HMOs, PPOs, and Indemnity Plans
Most residents on the Atlantic and Pacific Coasts and in most large metropolitan areas are familiar with Health Maintenance Organizations. HMOs offer a restricted panel of physicians and hospitals, and put the focus on preventive medicine, easy access to routine care, and on closely managing healthcare expenditures. HMOs are less common in other parts of the US . Most HMOs require patients to have their care directed by a gatekeeper, a primary care physician who controls the patient's access to specialists, expensive diagnostic procedures, and other high-priced services. HMOs offer no reimbursement for treatment outside their network—something that many people find burdensome. Depending on their efficiency and panel of doctors, the premiums charged by HMOs are generally lower than what PPOs charge, and nearly always well below the rate charged by open-ended Indemnity Plans.
Indemnity Plans are at the other end of the spectrum from HMOs. They cover visits to any doctor, any specialist, and any other medically necessary service, usually with few managed care controls. There are still some indemnity plans around, but in nearly all markets, they have been priced out of business.

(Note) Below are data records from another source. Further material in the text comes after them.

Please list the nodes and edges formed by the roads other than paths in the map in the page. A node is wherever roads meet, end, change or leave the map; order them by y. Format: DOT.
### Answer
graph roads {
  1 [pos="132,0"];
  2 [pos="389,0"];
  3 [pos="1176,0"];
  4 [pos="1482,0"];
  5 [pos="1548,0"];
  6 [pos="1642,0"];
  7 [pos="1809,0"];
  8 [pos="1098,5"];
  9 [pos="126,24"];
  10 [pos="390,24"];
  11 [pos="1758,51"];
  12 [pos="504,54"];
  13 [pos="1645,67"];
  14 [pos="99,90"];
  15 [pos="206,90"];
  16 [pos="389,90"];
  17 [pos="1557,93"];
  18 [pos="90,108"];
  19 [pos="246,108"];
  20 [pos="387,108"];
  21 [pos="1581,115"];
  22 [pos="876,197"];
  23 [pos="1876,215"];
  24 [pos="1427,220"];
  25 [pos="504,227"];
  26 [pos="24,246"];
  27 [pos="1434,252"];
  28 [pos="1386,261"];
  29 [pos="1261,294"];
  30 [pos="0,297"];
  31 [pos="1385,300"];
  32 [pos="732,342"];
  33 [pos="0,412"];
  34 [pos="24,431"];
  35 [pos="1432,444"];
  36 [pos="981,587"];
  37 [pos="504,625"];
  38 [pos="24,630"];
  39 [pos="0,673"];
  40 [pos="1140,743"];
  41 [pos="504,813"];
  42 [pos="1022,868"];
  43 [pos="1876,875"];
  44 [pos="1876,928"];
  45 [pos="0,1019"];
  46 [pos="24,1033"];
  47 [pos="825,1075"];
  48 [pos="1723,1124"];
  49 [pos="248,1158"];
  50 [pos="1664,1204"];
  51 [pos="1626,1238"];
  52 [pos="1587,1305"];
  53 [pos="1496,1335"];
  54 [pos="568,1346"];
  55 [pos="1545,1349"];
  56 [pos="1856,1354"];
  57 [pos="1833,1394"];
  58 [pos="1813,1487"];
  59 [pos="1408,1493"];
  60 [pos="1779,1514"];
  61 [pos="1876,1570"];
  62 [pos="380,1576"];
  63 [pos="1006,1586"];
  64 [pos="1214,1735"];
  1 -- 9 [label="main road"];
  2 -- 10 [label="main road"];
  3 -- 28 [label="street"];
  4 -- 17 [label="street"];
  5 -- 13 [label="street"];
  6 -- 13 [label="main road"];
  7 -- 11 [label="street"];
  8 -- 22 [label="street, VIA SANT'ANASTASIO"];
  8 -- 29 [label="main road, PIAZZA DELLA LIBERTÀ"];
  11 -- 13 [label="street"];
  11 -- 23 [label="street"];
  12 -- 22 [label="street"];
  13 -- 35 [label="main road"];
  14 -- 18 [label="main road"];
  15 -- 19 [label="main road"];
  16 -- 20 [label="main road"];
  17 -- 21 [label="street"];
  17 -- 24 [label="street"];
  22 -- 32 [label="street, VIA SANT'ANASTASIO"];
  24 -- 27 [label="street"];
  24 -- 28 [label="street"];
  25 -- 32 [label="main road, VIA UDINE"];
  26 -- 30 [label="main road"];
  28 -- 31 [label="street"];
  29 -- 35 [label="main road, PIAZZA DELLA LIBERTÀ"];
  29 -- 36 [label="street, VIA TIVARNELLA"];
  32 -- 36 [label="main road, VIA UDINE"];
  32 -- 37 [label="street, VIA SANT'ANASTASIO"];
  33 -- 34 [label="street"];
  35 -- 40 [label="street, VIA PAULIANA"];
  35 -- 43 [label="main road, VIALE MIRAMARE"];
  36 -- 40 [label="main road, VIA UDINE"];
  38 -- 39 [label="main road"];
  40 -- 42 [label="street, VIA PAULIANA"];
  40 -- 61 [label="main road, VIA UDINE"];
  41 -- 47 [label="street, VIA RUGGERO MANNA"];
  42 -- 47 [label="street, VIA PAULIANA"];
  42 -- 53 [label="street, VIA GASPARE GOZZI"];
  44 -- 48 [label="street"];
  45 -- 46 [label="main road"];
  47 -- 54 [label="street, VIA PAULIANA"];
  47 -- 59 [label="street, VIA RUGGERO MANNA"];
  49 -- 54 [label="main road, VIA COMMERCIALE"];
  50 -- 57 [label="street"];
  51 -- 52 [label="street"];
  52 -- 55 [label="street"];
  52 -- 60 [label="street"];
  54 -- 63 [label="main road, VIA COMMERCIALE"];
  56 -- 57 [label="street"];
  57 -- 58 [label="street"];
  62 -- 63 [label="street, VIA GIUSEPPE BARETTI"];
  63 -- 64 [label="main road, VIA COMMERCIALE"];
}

Preferred Provider Organizations, or PPOs, represent the middle ground between HMOs and indemnity plans and are very popular with both employers and employees. PPOs work to preserve the best features of HMOs, such as affordable routine care, preventive services, and checkups, while eliminating gatekeepers and opening up access to all of the providers in the community. PPOs rely on members using "in-network" doctors and hospitals for most of their care. In-network providers have agreed to reduce their charges in exchange for higher patient volume. The in-network providers are the "preferred" ones, and the PPO pays a higher percentage of their claims, generally 90 or 100 percent. When members want to see an "out-of-network" provider, they are free to do so, and they will pay a larger share of the bill.
The UUA has chosen to offer two PPOs: a standard plan that offers benefits that closely mirror HMO plans for in-network care; and one with a high deductible, for those who want a lower premium and are willing and able to budget for unforeseen expenses.

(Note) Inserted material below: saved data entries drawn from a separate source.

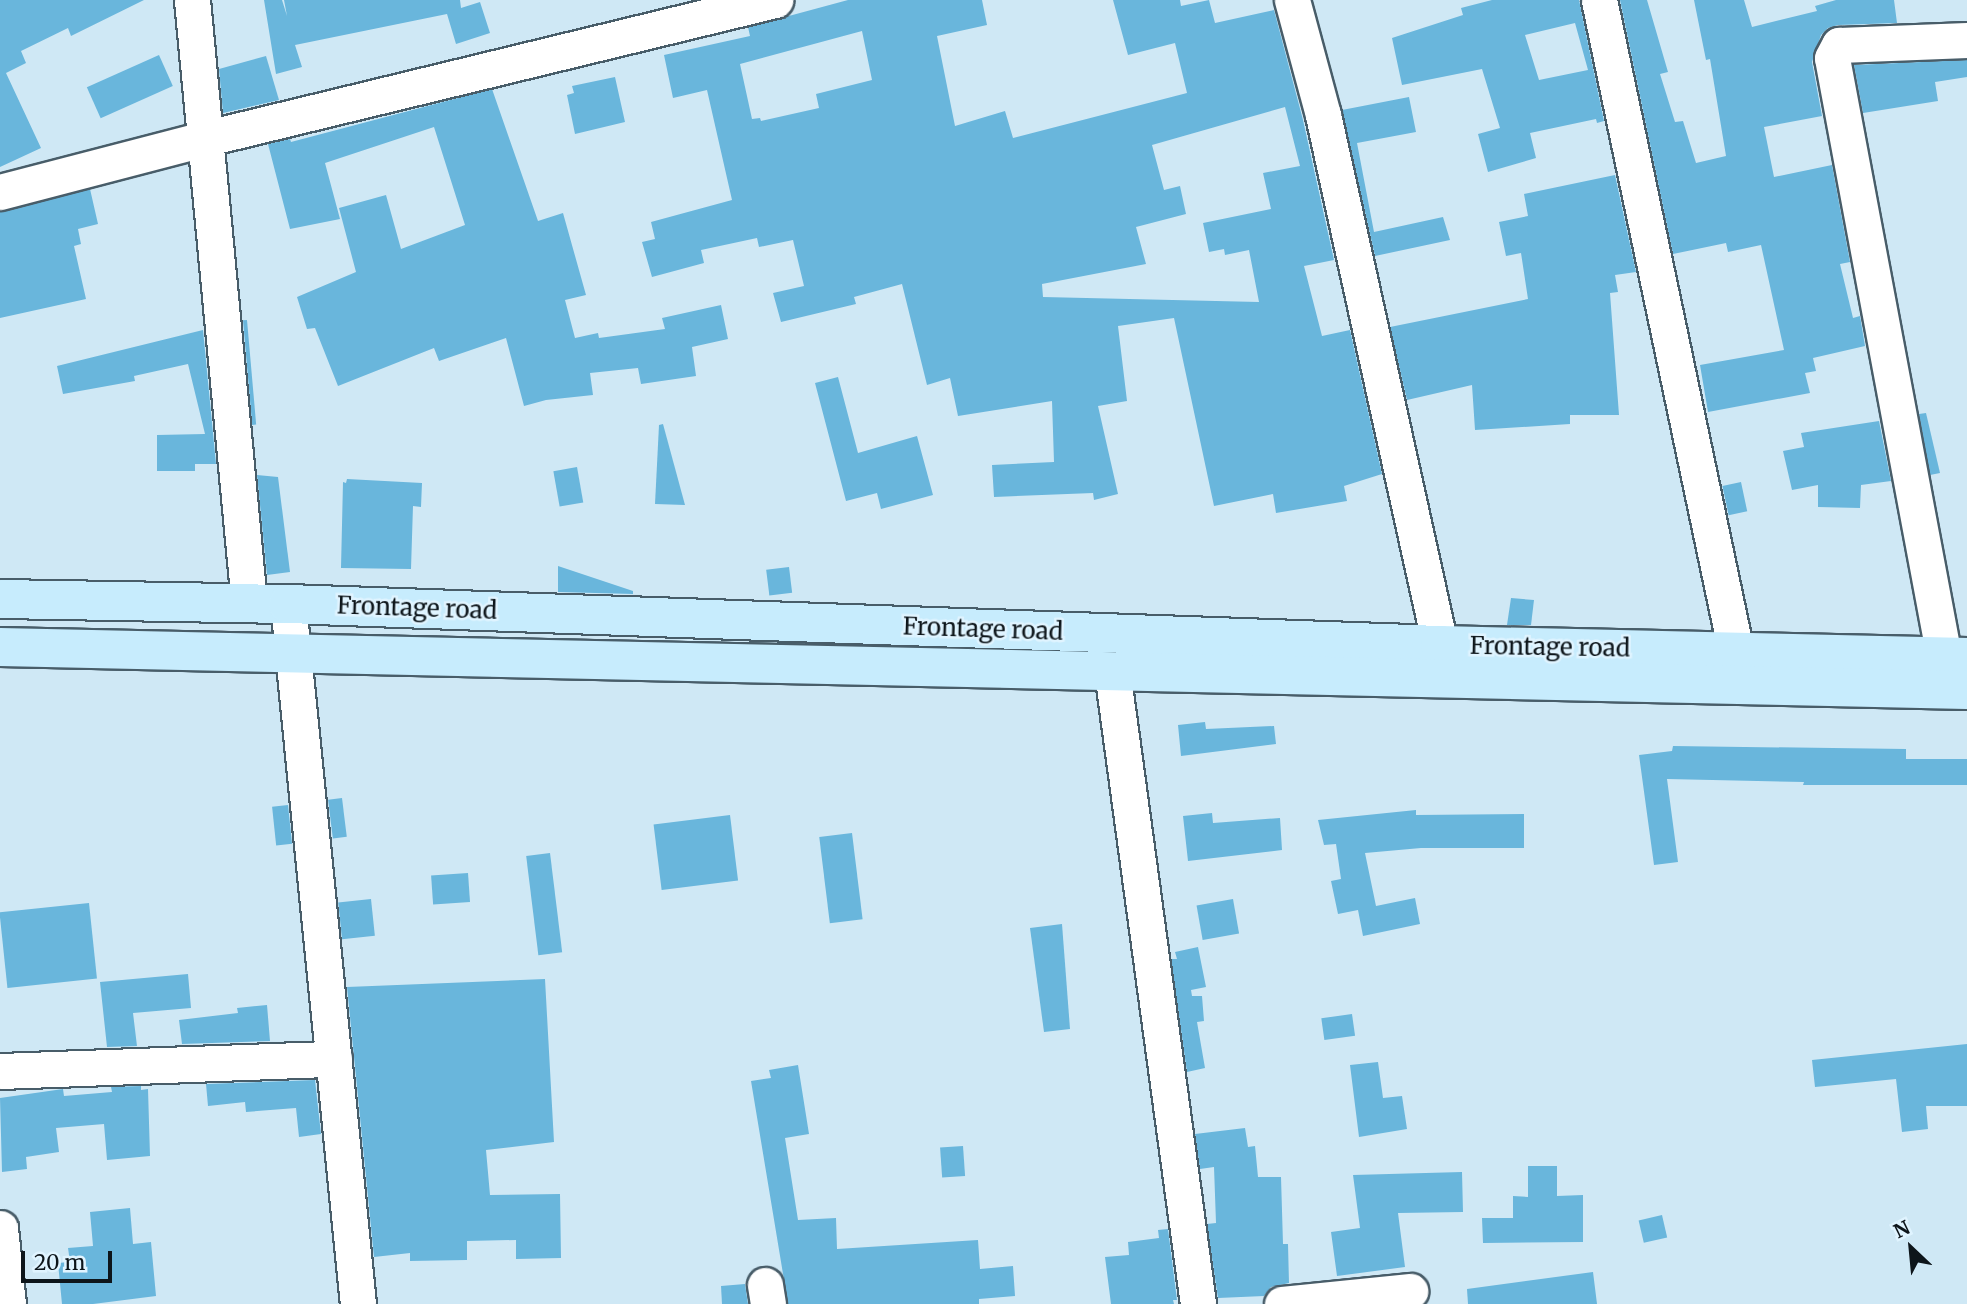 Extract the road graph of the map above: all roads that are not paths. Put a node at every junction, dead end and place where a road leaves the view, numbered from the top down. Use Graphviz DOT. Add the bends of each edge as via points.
graph roads {
  1 [pos="192,0"];
  2 [pos="775,0"];
  3 [pos="1292,0"];
  4 [pos="1599,0"];
  5 [pos="1967,40"];
  6 [pos="203,139"];
  7 [pos="0,192"];
  8 [pos="0,599"];
  9 [pos="249,603"];
  10 [pos="288,604"];
  11 [pos="1440,645"];
  12 [pos="0,647"];
  13 [pos="1736,652"];
  14 [pos="291,655"];
  15 [pos="1955,657"];
  16 [pos="1112,671"];
  17 [pos="1967,690"];
  18 [pos="334,1059"];
  19 [pos="0,1071"];
  20 [pos="0,1228"];
  21 [pos="1410,1291"];
  22 [pos="8,1304"];
  23 [pos="358,1304"];
  24 [pos="1198,1304"];
  25 [pos="1282,1304"];
  1 -- 6 [label="street"];
  2 -- 6 [label="street"];
  3 -- 11 [label="street" via="1323,114"];
  4 -- 13 [label="street"];
  5 -- 15 [label="street" via="1839,45 1832,58"];
  6 -- 7 [label="street"];
  6 -- 9 [label="street"];
  8 -- 9 [label="main road, Frontage road"];
  9 -- 10 [label="main road, Frontage road"];
  10 -- 11 [label="main road, Frontage road"];
  10 -- 14 [label="street"];
  11 -- 13 [label="main road, Frontage road"];
  12 -- 14 [label="main road"];
  13 -- 15 [label="main road, Frontage road"];
  14 -- 16 [label="main road"];
  14 -- 18 [label="street"];
  16 -- 17 [label="main road"];
  16 -- 24 [label="street"];
  18 -- 19 [label="street"];
  18 -- 23 [label="street"];
  20 -- 22 [label="street"];
  21 -- 25 [label="street"];
}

Once you understand the general shape of your plan—HMO, PPO, or Indemnity Plan—the monthly premium is the next thing to consider. Because it is such a convenient yardstick, the premium is also the most likely source of surprise, both pleasant and not, and individual experience with the UUA plan will vary widely. Here's why:
- Some people are in group plans, either through their partner's plan, or through their congregation if it is part of some larger business group or can buy its own policy, or perhaps they are on a COBRA continuation. Group plans are priced entirely differently than a new plan like ours, where all of the details of the people who will enroll are unknown. When people in a group plan look at the UUA plan rates, some will find our rates to be much higher, some much lower, some about the same. In any case, you will be looking at the real cost of healthcare for someone of your age living in your zip code.
- Other people are already in "non-group" plans, the plans that are most often available to individuals who cannot get coverage through their employer. These individual plans generally use age and geography to match the premium to the individual. People in non-group plans will generally find the UUA plan to be quite competitive, with most rate differences based on the benefit design.
Remember that when you compare rates, it's important to compare premiums for the same year. The rates publicized for the UUA health plan will be in effect for all of 2007. Other plans with premiums current for 2006 will likely raise their 2007 premiums by 9% to 12%, based on recent history and current industry projections.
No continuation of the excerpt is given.